▶ [To do]:
The full listing should be set down again precisely.

▶ [Data shown]:

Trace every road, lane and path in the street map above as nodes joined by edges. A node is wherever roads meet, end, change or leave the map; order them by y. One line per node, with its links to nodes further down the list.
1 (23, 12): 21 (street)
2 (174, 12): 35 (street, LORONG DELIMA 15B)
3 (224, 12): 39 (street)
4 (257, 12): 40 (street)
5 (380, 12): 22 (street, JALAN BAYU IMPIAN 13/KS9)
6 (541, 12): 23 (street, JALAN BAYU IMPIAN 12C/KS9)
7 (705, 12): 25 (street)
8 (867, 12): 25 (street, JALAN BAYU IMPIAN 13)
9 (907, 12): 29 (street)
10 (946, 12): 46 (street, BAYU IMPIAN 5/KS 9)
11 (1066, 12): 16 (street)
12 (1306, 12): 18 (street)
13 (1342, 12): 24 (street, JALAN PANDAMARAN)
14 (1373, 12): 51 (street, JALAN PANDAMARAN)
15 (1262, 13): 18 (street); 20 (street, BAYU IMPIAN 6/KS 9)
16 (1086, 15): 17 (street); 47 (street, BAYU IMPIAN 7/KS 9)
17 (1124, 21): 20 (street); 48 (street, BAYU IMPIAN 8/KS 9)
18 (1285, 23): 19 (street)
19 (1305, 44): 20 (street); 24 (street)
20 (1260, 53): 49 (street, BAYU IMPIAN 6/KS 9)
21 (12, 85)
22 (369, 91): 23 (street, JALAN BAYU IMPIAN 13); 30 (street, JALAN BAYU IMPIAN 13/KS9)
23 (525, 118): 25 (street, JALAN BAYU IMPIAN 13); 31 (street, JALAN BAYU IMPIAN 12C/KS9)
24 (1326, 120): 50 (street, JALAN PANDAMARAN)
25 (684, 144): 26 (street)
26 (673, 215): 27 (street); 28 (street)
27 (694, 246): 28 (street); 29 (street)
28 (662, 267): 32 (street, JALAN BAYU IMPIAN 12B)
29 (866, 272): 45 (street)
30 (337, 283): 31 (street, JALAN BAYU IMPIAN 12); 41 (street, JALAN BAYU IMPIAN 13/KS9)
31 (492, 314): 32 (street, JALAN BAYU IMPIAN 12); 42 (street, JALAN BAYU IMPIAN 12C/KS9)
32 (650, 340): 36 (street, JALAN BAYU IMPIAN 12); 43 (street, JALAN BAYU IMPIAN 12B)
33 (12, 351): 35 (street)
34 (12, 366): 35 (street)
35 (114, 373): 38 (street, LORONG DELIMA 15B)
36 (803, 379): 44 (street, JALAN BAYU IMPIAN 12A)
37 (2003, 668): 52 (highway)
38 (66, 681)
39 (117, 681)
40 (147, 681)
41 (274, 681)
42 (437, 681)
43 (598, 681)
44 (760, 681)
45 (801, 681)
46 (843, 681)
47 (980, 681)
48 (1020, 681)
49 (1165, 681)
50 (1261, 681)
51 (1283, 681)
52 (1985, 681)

▶ [The completed task]:
Trace every road, lane and path in the street map above as nodes joined by edges. A node is wherever roads meet, end, change or leave the map; order them by y. One line per node, with its links to nodes further down the list.
1 (23, 12): 21 (street)
2 (174, 12): 35 (street, LORONG DELIMA 15B)
3 (224, 12): 39 (street)
4 (257, 12): 40 (street)
5 (380, 12): 22 (street, JALAN BAYU IMPIAN 13/KS9)
6 (541, 12): 23 (street, JALAN BAYU IMPIAN 12C/KS9)
7 (705, 12): 25 (street)
8 (867, 12): 25 (street, JALAN BAYU IMPIAN 13)
9 (907, 12): 29 (street)
10 (946, 12): 46 (street, BAYU IMPIAN 5/KS 9)
11 (1066, 12): 16 (street)
12 (1306, 12): 18 (street)
13 (1342, 12): 24 (street, JALAN PANDAMARAN)
14 (1373, 12): 51 (street, JALAN PANDAMARAN)
15 (1262, 13): 18 (street); 20 (street, BAYU IMPIAN 6/KS 9)
16 (1086, 15): 17 (street); 47 (street, BAYU IMPIAN 7/KS 9)
17 (1124, 21): 20 (street); 48 (street, BAYU IMPIAN 8/KS 9)
18 (1285, 23): 19 (street)
19 (1305, 44): 20 (street); 24 (street)
20 (1260, 53): 49 (street, BAYU IMPIAN 6/KS 9)
21 (12, 85)
22 (369, 91): 23 (street, JALAN BAYU IMPIAN 13); 30 (street, JALAN BAYU IMPIAN 13/KS9)
23 (525, 118): 25 (street, JALAN BAYU IMPIAN 13); 31 (street, JALAN BAYU IMPIAN 12C/KS9)
24 (1326, 120): 50 (street, JALAN PANDAMARAN)
25 (684, 144): 26 (street)
26 (673, 215): 27 (street); 28 (street)
27 (694, 246): 28 (street); 29 (street)
28 (662, 267): 32 (street, JALAN BAYU IMPIAN 12B)
29 (866, 272): 45 (street)
30 (337, 283): 31 (street, JALAN BAYU IMPIAN 12); 41 (street, JALAN BAYU IMPIAN 13/KS9)
31 (492, 314): 32 (street, JALAN BAYU IMPIAN 12); 42 (street, JALAN BAYU IMPIAN 12C/KS9)
32 (650, 340): 36 (street, JALAN BAYU IMPIAN 12); 43 (street, JALAN BAYU IMPIAN 12B)
33 (12, 351): 35 (street)
34 (12, 366): 35 (street)
35 (114, 373): 38 (street, LORONG DELIMA 15B)
36 (803, 379): 44 (street, JALAN BAYU IMPIAN 12A)
37 (2003, 668): 52 (highway)
38 (66, 681)
39 (117, 681)
40 (147, 681)
41 (274, 681)
42 (437, 681)
43 (598, 681)
44 (760, 681)
45 (801, 681)
46 (843, 681)
47 (980, 681)
48 (1020, 681)
49 (1165, 681)
50 (1261, 681)
51 (1283, 681)
52 (1985, 681)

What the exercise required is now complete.